▶ **TRY IT**: Down to the last line, restate the listing below exactly.

▶ **SUPPLIED RECORDS**:
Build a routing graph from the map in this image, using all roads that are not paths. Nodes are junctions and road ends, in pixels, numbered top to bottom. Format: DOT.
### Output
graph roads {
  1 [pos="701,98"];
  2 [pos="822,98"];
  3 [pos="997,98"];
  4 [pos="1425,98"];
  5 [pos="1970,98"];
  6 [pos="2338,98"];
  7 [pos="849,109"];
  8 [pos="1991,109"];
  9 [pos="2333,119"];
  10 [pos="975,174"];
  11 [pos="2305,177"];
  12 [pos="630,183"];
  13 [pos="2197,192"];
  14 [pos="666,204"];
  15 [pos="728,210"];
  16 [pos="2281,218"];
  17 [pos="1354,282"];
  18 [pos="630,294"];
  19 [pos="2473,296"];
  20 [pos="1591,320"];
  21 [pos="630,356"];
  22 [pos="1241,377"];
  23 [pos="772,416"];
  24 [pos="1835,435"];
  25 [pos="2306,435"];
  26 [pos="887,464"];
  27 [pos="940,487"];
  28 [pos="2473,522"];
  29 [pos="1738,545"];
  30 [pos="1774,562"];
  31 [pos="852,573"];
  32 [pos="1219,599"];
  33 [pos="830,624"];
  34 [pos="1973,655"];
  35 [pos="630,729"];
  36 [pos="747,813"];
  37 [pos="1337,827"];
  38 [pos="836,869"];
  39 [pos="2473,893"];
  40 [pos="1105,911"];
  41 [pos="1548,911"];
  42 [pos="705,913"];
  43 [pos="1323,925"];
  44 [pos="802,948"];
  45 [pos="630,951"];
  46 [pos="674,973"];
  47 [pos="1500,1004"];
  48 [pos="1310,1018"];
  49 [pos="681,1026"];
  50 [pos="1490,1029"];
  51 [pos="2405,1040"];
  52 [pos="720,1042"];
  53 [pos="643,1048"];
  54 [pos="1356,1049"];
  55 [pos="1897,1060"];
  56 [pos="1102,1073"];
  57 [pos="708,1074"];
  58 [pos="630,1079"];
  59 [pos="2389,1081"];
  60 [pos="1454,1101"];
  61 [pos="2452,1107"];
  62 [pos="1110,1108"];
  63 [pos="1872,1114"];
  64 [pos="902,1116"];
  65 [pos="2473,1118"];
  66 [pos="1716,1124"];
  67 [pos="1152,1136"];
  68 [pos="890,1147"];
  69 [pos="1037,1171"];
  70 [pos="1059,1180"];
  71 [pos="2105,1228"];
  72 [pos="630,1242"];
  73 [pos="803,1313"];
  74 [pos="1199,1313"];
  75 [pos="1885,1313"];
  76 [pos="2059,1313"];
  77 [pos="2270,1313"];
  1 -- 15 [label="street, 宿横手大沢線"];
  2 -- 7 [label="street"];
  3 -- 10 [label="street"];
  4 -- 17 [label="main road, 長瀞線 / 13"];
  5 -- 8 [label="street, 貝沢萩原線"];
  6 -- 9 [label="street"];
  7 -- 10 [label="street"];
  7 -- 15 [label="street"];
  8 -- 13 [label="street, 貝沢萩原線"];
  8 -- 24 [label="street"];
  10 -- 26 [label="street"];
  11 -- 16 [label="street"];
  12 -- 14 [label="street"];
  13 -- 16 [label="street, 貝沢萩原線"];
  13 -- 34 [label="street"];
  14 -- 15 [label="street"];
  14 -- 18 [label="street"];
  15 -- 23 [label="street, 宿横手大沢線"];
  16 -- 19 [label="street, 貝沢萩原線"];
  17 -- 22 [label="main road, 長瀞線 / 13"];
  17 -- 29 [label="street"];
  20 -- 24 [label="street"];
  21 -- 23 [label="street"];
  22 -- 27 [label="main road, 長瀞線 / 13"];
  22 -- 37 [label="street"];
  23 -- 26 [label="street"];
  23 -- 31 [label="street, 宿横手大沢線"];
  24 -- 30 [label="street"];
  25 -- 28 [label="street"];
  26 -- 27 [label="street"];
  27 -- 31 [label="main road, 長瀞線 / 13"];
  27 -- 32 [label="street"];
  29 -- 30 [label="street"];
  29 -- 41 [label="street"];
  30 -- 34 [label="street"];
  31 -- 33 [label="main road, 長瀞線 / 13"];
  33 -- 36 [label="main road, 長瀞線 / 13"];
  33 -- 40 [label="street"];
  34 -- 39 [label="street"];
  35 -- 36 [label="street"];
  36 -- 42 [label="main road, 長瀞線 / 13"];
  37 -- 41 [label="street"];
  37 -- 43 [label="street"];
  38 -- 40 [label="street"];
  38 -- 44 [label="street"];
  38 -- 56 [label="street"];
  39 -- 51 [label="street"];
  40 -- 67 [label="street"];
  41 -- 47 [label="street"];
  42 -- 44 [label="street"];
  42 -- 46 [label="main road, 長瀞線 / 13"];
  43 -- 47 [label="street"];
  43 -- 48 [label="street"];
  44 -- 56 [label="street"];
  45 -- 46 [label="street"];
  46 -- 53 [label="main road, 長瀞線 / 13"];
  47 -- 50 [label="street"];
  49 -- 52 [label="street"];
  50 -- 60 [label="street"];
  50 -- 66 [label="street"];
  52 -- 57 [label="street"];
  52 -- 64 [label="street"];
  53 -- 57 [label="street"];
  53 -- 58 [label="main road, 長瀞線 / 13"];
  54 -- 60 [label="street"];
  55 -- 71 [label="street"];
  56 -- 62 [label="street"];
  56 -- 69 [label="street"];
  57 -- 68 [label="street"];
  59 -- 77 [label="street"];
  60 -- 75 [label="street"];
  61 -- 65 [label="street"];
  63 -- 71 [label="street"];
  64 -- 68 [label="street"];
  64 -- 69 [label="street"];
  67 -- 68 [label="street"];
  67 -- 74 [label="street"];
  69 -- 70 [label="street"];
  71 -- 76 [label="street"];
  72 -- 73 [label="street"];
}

▶ **ANSWER BOX**:
Build a routing graph from the map in this image, using all roads that are not paths. Nodes are junctions and road ends, in pixels, numbered top to bottom. Format: DOT.
### Output
graph roads {
  1 [pos="701,98"];
  2 [pos="822,98"];
  3 [pos="997,98"];
  4 [pos="1425,98"];
  5 [pos="1970,98"];
  6 [pos="2338,98"];
  7 [pos="849,109"];
  8 [pos="1991,109"];
  9 [pos="2333,119"];
  10 [pos="975,174"];
  11 [pos="2305,177"];
  12 [pos="630,183"];
  13 [pos="2197,192"];
  14 [pos="666,204"];
  15 [pos="728,210"];
  16 [pos="2281,218"];
  17 [pos="1354,282"];
  18 [pos="630,294"];
  19 [pos="2473,296"];
  20 [pos="1591,320"];
  21 [pos="630,356"];
  22 [pos="1241,377"];
  23 [pos="772,416"];
  24 [pos="1835,435"];
  25 [pos="2306,435"];
  26 [pos="887,464"];
  27 [pos="940,487"];
  28 [pos="2473,522"];
  29 [pos="1738,545"];
  30 [pos="1774,562"];
  31 [pos="852,573"];
  32 [pos="1219,599"];
  33 [pos="830,624"];
  34 [pos="1973,655"];
  35 [pos="630,729"];
  36 [pos="747,813"];
  37 [pos="1337,827"];
  38 [pos="836,869"];
  39 [pos="2473,893"];
  40 [pos="1105,911"];
  41 [pos="1548,911"];
  42 [pos="705,913"];
  43 [pos="1323,925"];
  44 [pos="802,948"];
  45 [pos="630,951"];
  46 [pos="674,973"];
  47 [pos="1500,1004"];
  48 [pos="1310,1018"];
  49 [pos="681,1026"];
  50 [pos="1490,1029"];
  51 [pos="2405,1040"];
  52 [pos="720,1042"];
  53 [pos="643,1048"];
  54 [pos="1356,1049"];
  55 [pos="1897,1060"];
  56 [pos="1102,1073"];
  57 [pos="708,1074"];
  58 [pos="630,1079"];
  59 [pos="2389,1081"];
  60 [pos="1454,1101"];
  61 [pos="2452,1107"];
  62 [pos="1110,1108"];
  63 [pos="1872,1114"];
  64 [pos="902,1116"];
  65 [pos="2473,1118"];
  66 [pos="1716,1124"];
  67 [pos="1152,1136"];
  68 [pos="890,1147"];
  69 [pos="1037,1171"];
  70 [pos="1059,1180"];
  71 [pos="2105,1228"];
  72 [pos="630,1242"];
  73 [pos="803,1313"];
  74 [pos="1199,1313"];
  75 [pos="1885,1313"];
  76 [pos="2059,1313"];
  77 [pos="2270,1313"];
  1 -- 15 [label="street, 宿横手大沢線"];
  2 -- 7 [label="street"];
  3 -- 10 [label="street"];
  4 -- 17 [label="main road, 長瀞線 / 13"];
  5 -- 8 [label="street, 貝沢萩原線"];
  6 -- 9 [label="street"];
  7 -- 10 [label="street"];
  7 -- 15 [label="street"];
  8 -- 13 [label="street, 貝沢萩原線"];
  8 -- 24 [label="street"];
  10 -- 26 [label="street"];
  11 -- 16 [label="street"];
  12 -- 14 [label="street"];
  13 -- 16 [label="street, 貝沢萩原線"];
  13 -- 34 [label="street"];
  14 -- 15 [label="street"];
  14 -- 18 [label="street"];
  15 -- 23 [label="street, 宿横手大沢線"];
  16 -- 19 [label="street, 貝沢萩原線"];
  17 -- 22 [label="main road, 長瀞線 / 13"];
  17 -- 29 [label="street"];
  20 -- 24 [label="street"];
  21 -- 23 [label="street"];
  22 -- 27 [label="main road, 長瀞線 / 13"];
  22 -- 37 [label="street"];
  23 -- 26 [label="street"];
  23 -- 31 [label="street, 宿横手大沢線"];
  24 -- 30 [label="street"];
  25 -- 28 [label="street"];
  26 -- 27 [label="street"];
  27 -- 31 [label="main road, 長瀞線 / 13"];
  27 -- 32 [label="street"];
  29 -- 30 [label="street"];
  29 -- 41 [label="street"];
  30 -- 34 [label="street"];
  31 -- 33 [label="main road, 長瀞線 / 13"];
  33 -- 36 [label="main road, 長瀞線 / 13"];
  33 -- 40 [label="street"];
  34 -- 39 [label="street"];
  35 -- 36 [label="street"];
  36 -- 42 [label="main road, 長瀞線 / 13"];
  37 -- 41 [label="street"];
  37 -- 43 [label="street"];
  38 -- 40 [label="street"];
  38 -- 44 [label="street"];
  38 -- 56 [label="street"];
  39 -- 51 [label="street"];
  40 -- 67 [label="street"];
  41 -- 47 [label="street"];
  42 -- 44 [label="street"];
  42 -- 46 [label="main road, 長瀞線 / 13"];
  43 -- 47 [label="street"];
  43 -- 48 [label="street"];
  44 -- 56 [label="street"];
  45 -- 46 [label="street"];
  46 -- 53 [label="main road, 長瀞線 / 13"];
  47 -- 50 [label="street"];
  49 -- 52 [label="street"];
  50 -- 60 [label="street"];
  50 -- 66 [label="street"];
  52 -- 57 [label="street"];
  52 -- 64 [label="street"];
  53 -- 57 [label="street"];
  53 -- 58 [label="main road, 長瀞線 / 13"];
  54 -- 60 [label="street"];
  55 -- 71 [label="street"];
  56 -- 62 [label="street"];
  56 -- 69 [label="street"];
  57 -- 68 [label="street"];
  59 -- 77 [label="street"];
  60 -- 75 [label="street"];
  61 -- 65 [label="street"];
  63 -- 71 [label="street"];
  64 -- 68 [label="street"];
  64 -- 69 [label="street"];
  67 -- 68 [label="street"];
  67 -- 74 [label="street"];
  69 -- 70 [label="street"];
  71 -- 76 [label="street"];
  72 -- 73 [label="street"];
}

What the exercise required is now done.